◆ Available data:

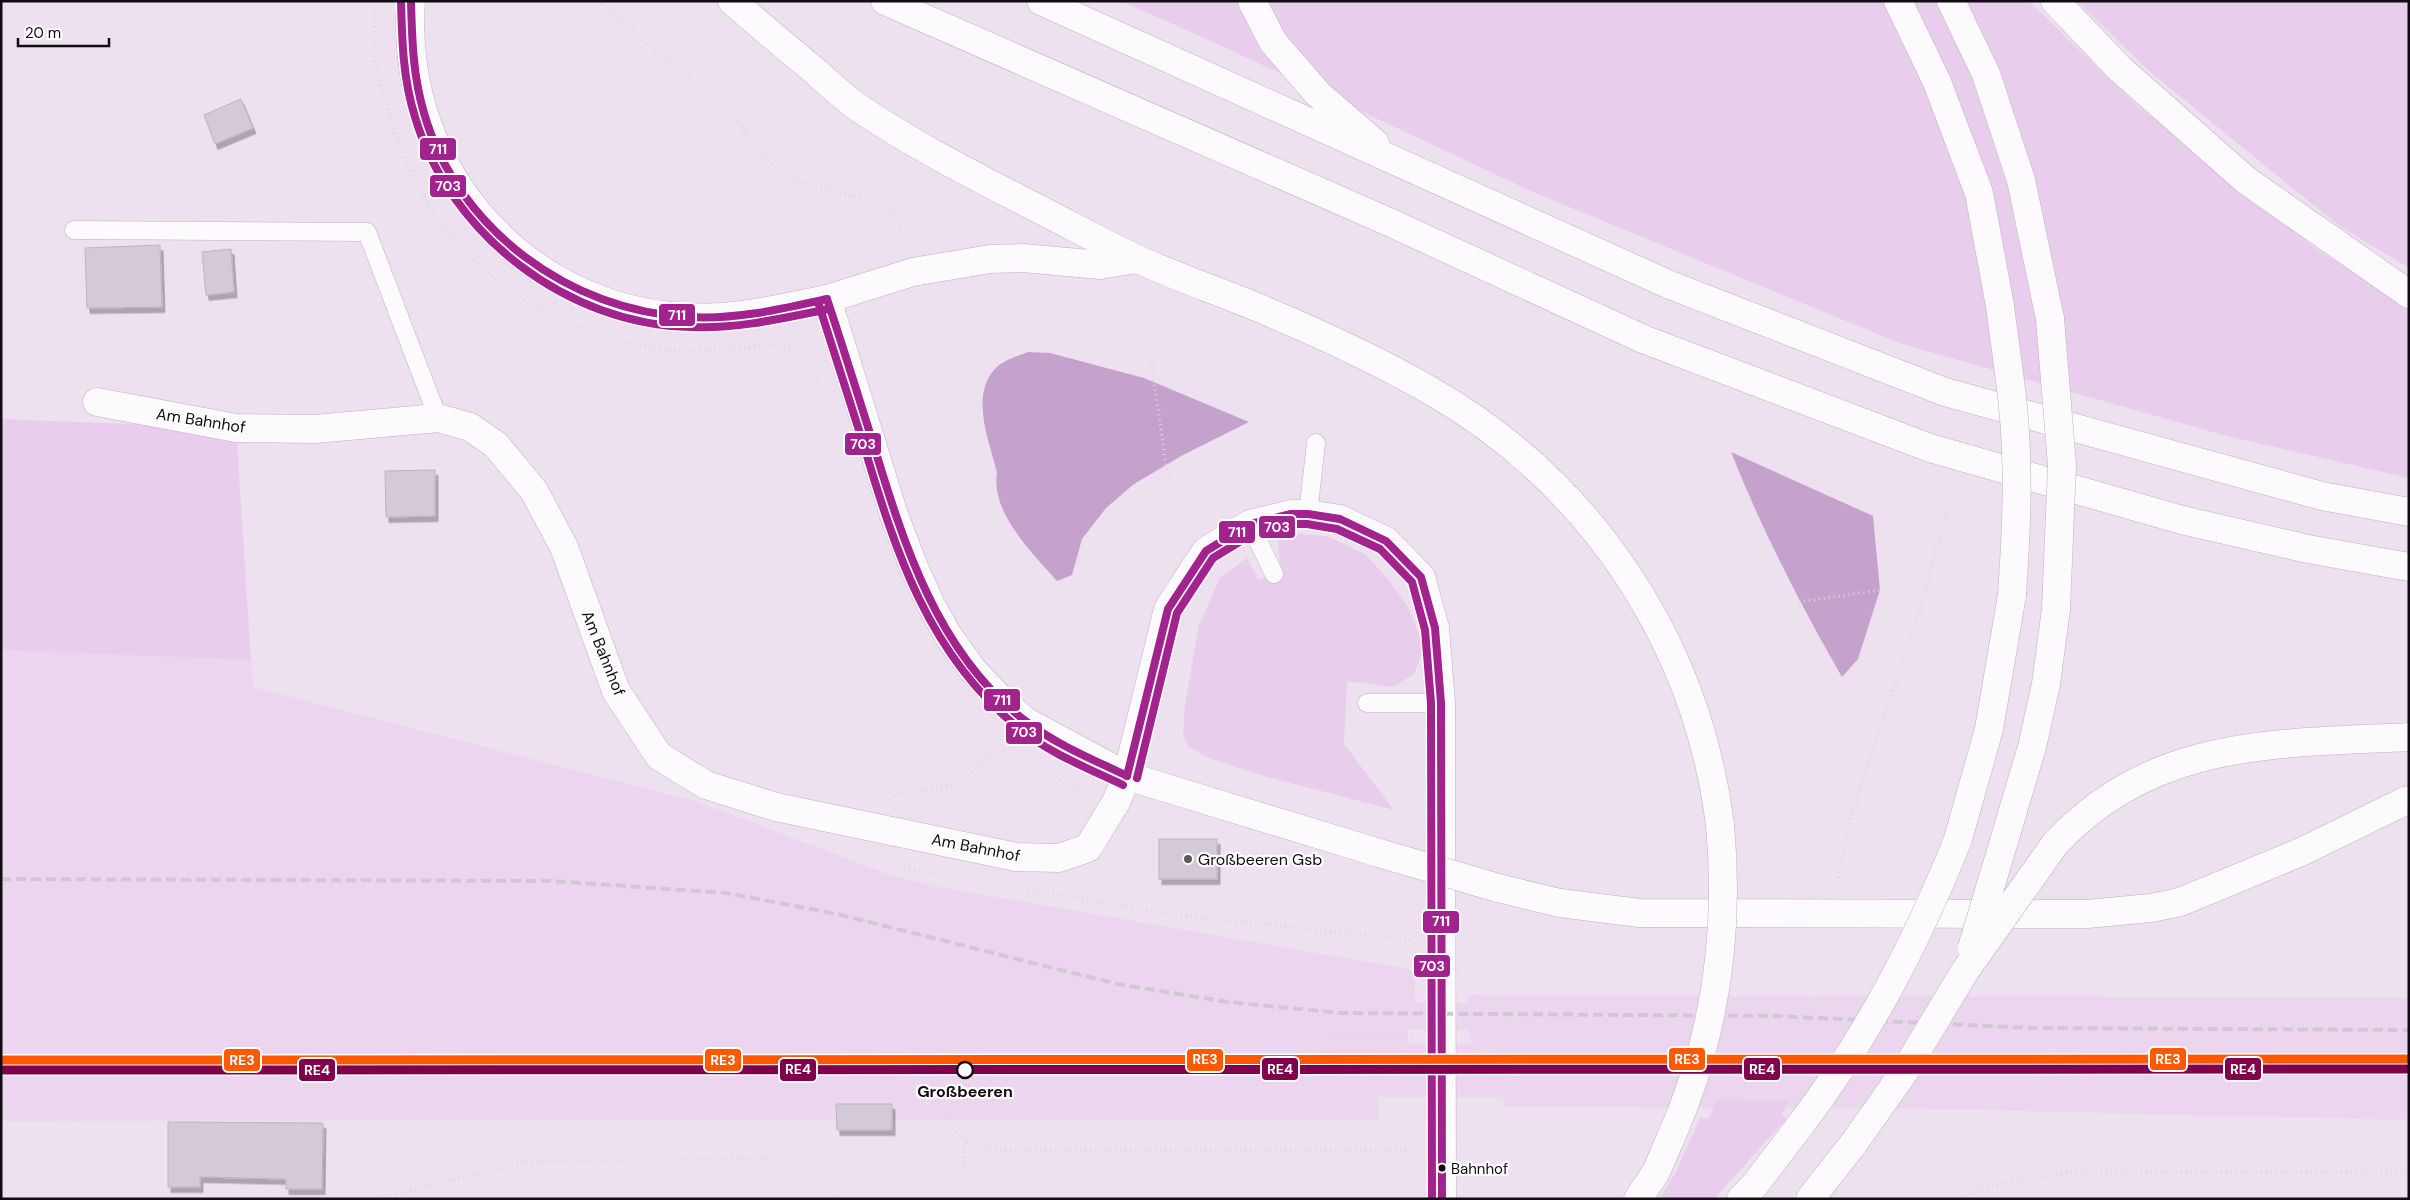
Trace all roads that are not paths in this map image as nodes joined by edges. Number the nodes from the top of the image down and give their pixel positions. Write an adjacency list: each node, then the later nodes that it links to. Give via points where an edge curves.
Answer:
1 (411, 1): 13 (main road, via 413,74 436,148 474,210 501,239 531,263 567,286 602,301 670,316 733,317)
2 (732, 1): 11 (main road, via 855,105 954,166)
3 (885, 1): 20 (main road, via 1389,222 1644,339 1930,448 2182,520 2308,549)
4 (1041, 1): 9 (main road)
5 (1252, 1): 9 (main road, via 1273,42 1318,94)
6 (1898, 1): 30 (main road, bridge, via 1938,82 1979,193 2000,306 2011,391 2017,525 2012,595 1989,729 1958,839 1922,925 1880,1007 1852,1052 1802,1123)
7 (1951, 1): 27 (main road, bridge, via 1986,74 2021,180 2050,319 2062,465 2056,609 2044,693 2032,747)
8 (2055, 1): 12 (main road, via 2120,69 2247,181)
9 (1399, 163): 17 (main road, via 1670,285 1945,392 2322,496)
10 (74, 230): 15 (lane, via 367,232)
11 (1137, 259): 13 (main road, via 1100,265 1024,258 990,259 913,272); 29 (main road, bridge, via 1275,314 1382,365 1475,418 1523,454 1563,492 1630,576 1658,624 1681,672 1707,751 1720,825 1724,913 1719,975 1701,1056 1656,1172)
12 (2409, 294)
13 (827, 299): 25 (main road, via 894,515 913,566 949,637 972,669 1025,721)
14 (98, 402): 15 (main road, Am Bahnhof, via 236,428 315,430)
15 (438, 418): 25 (main road, Am Bahnhof, via 470,427 496,445 534,491 564,547 616,691 660,756 706,785 776,807 1016,857 1059,858 1088,848 1116,802)
16 (1316, 443): 18 (lane)
17 (2409, 512)
18 (1308, 514): 19 (main road, Am Bahnhof, via 1291,514); 23 (main road, Am Bahnhof, via 1340,519 1386,541 1421,577 1435,628)
19 (1250, 524): 21 (lane); 25 (main road, Am Bahnhof, via 1206,551 1168,609)
20 (2409, 567)
21 (1274, 574)
22 (1367, 703): 23 (lane)
23 (1441, 703): 28 (main road, Am Bahnhof)
24 (2409, 738): 27 (main road, bridge, via 2272,744 2203,756 2134,784 2086,815 2055,844)
25 (1127, 776): 26 (main road, bridge, via 1498,888 1560,903 1639,913 2087,914 2151,908 2207,892)
26 (2408, 802)
27 (1965, 971): 31 (main road, bridge, via 1904,1072 1854,1144)
28 (1442, 1199)
29 (1638, 1199)
30 (1741, 1199)
31 (1810, 1199)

◆ Problem details: Go line by line through the data, copying each one that contains the word "lane".

◆ Task solution:
10 (74, 230): 15 (lane, via 367,232)
16 (1316, 443): 18 (lane)
19 (1250, 524): 21 (lane); 25 (main road, Am Bahnhof, via 1206,551 1168,609)
22 (1367, 703): 23 (lane)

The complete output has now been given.